It’s not common to see physiotherapists working in an emergency department.
But when one considers the growing number of older adults with health needs in our region, the value in Mairi McLean’s unique role in GRH’s emergency program becomes clear.
Mairi first learned about physiotherapy when recovering from a broken wrist as a child and regaining her mobility. She then shadowed a physiotherapist in a hospital setting, seeing the diversity of care that the profession provides.
Mairi combines her 37 years’ experience in care for older adults, stroke patients, and people recovering from joint replacement surgery into a unique role in GRH’s emergency department
When an older patient is injured and seeks emergency care, they’ll likely meet Mairi. She works with them to understand how they were doing prior to their injury, and determine what supports they’ll need to stay safe and independent at home.
Mairi works with care providers in the emergency department as well as the community care access centre to make sure the needs of a growing population are supported.
What brought you to the emergency department as a physiotherapist?
We decided in 2012 to do a three month pilot. The emergency department had been requesting a designated physiotherapist particularly because of the wait times and also putting in a more comprehensive assessment so that when we did a discharge, we were able to obtain an expert assessment which would tell us functionally whether this patient was going to be a successful discharge.
What do those assessments involve?
One of the most important things is what we call the baseline. We want to know how they were functioning prior to admission and prior to their injury.

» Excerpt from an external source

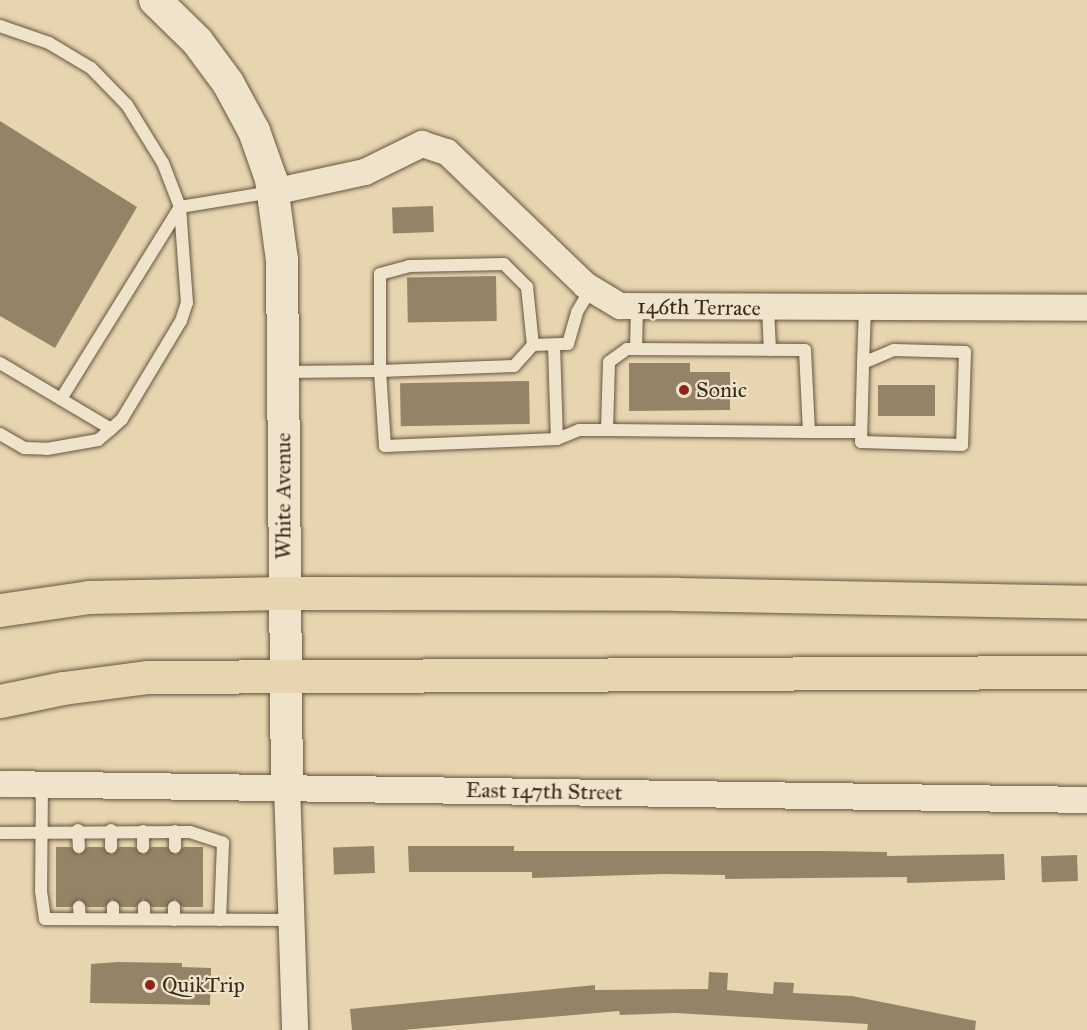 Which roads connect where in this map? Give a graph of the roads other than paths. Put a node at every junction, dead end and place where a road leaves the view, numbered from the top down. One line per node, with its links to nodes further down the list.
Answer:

We’re asking, “Are you walking, are you doing that with a walking aid, are you independent with your transfers, can you get in and out of bed, on and off the toilet, up and down the stairs? What does your whole day look like?” Then we’re looking is there any family supports, are they on their own versus a spouse or having a neighbor drop in or other community supports.
Once we have that baseline, then I come in and functionally assess the patient.
How does that work for the patient?
Let’s take a wrist fracture.
If you’ve got a patient who is normally up walking around with a cane, then they fracture their right wrist and they use their cane in their right wrist, then we’ve got to ensure that they can use their cane with their left wrist and continue to walk and continue to transfer and are they going to be able dress themselves, what will they do in terms of bathing? What about cooking, cleaning, laundry and groceries?
We’re trying to get them back home, make sure they’re safe, make sure they’re not going to fall, and make sure they get cared for.
What do you continue to enjoy about physiotherapy after your nearly four decades of service?
I enjoy seeing somebody have a safe discharge, or we admit them because they need further therapy. I’m supporting somebody’s quality of life, either maintaining or improving it. In a lot of cases with our older patients, I’m helping to keep them independent or in their home or retirement home.
That gives me a lot of satisfaction, to be part of this team that’s looking after this particular age group and allowing them to have freedom, choice and quality of life. That’s all any of us want for as long as we have it.
It isn’t common to have physiotherapists in the emergency department, so what’s it like being part of that team?
Everyone who works there wants to be there. It’s a place that’s very fast moving, lots of things change quickly. I really like the health care team I work with, the care coordinator, the GEM (geriatric emergency management) nurse, the social worker. These are the primary people I work with, along with the nursing staff and the doctors.
We’re all on the same page. We all care about the patient, we all want the best possible outcome.